Born in 1975 in São Paulo, Brazil, Kobra has become one of the most recognized muralists today, with works on 5 continents.

Since the Olympic Games in Rio in 2016, he holds the record for the largest graffiti mural in the world – first with ‘Ethnicities’, painted to celebrate the event, covering 2,500 square meters; a record surpassed by himself in 2017, with a work honoring chocolate that occupies a wall of 5,742 square meters along the Castello Branco Highway in the São Paulo Metropolitan Region. One of his most famous works is ‘The Kiss’, created in 2012 on the High Line in New York – erased four years later.
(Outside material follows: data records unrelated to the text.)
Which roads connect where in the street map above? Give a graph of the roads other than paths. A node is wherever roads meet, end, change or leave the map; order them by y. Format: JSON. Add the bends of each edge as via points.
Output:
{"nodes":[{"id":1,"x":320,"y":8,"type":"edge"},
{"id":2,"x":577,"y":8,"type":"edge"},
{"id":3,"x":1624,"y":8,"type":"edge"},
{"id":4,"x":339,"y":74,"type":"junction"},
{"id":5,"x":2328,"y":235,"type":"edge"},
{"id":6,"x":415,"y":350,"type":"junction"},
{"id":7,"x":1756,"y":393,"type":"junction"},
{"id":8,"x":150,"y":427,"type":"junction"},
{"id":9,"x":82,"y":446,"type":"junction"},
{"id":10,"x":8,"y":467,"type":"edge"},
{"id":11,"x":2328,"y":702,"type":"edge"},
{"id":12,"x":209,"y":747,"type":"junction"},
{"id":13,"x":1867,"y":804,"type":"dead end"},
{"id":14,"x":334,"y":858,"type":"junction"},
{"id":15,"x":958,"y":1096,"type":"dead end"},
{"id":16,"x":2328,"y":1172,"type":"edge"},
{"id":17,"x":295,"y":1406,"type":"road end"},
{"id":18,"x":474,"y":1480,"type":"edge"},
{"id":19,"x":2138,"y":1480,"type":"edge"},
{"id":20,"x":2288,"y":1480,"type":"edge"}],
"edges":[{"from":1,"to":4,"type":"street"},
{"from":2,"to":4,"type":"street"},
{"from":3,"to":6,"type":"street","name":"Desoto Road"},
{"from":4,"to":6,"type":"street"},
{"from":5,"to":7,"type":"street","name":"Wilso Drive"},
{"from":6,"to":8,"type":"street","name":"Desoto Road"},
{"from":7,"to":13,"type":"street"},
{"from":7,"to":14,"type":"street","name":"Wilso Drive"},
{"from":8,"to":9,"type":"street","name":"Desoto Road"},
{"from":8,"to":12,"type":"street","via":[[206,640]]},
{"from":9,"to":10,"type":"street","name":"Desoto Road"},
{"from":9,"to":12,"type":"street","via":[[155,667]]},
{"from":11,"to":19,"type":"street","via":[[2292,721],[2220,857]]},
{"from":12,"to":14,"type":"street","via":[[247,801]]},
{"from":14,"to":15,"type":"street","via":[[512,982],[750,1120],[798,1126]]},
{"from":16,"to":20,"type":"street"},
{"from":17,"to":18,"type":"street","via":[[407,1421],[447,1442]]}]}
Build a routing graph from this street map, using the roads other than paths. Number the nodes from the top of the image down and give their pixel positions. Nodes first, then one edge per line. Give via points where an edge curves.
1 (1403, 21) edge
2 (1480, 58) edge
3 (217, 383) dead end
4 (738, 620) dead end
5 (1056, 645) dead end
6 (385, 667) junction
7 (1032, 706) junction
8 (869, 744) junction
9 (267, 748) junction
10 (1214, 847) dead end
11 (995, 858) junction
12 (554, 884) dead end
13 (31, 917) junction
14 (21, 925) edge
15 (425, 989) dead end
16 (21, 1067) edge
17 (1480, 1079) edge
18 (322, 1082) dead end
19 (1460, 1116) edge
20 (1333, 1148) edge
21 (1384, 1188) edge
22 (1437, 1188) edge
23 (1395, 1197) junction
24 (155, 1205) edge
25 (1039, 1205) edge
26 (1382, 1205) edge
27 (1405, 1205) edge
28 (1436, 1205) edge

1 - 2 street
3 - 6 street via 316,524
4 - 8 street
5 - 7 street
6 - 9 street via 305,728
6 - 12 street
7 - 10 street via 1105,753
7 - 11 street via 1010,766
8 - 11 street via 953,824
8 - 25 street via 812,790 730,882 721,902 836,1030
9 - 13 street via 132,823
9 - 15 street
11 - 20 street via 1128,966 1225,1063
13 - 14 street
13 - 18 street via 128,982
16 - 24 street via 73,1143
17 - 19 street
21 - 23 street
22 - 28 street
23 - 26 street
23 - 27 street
It is a colorful reinterpretation of the image made by American photojournalist Alfred Eisenstaedt (1898-1995) on August 13, 1945, when people took to the streets to celebrate the end of World War II.

But his first mural outside Brazil was in Lyon, France, in 2011. At the time, he was invited to illustrate a wall in a neighborhood undergoing a revitalization process. He used his “Walls of Memory” approach to help in the historical appreciation of the area. Since then, he has painted in countries such as Spain, Italy, Norway, England, Malawi, India, Japan, the United Arab Emirates, as well as several cities in the United States. If you are in New York, don’t miss the opportunity to see the work of this great artist. The mural at the UN headquarters will be on display for about 3 months, until December 2022.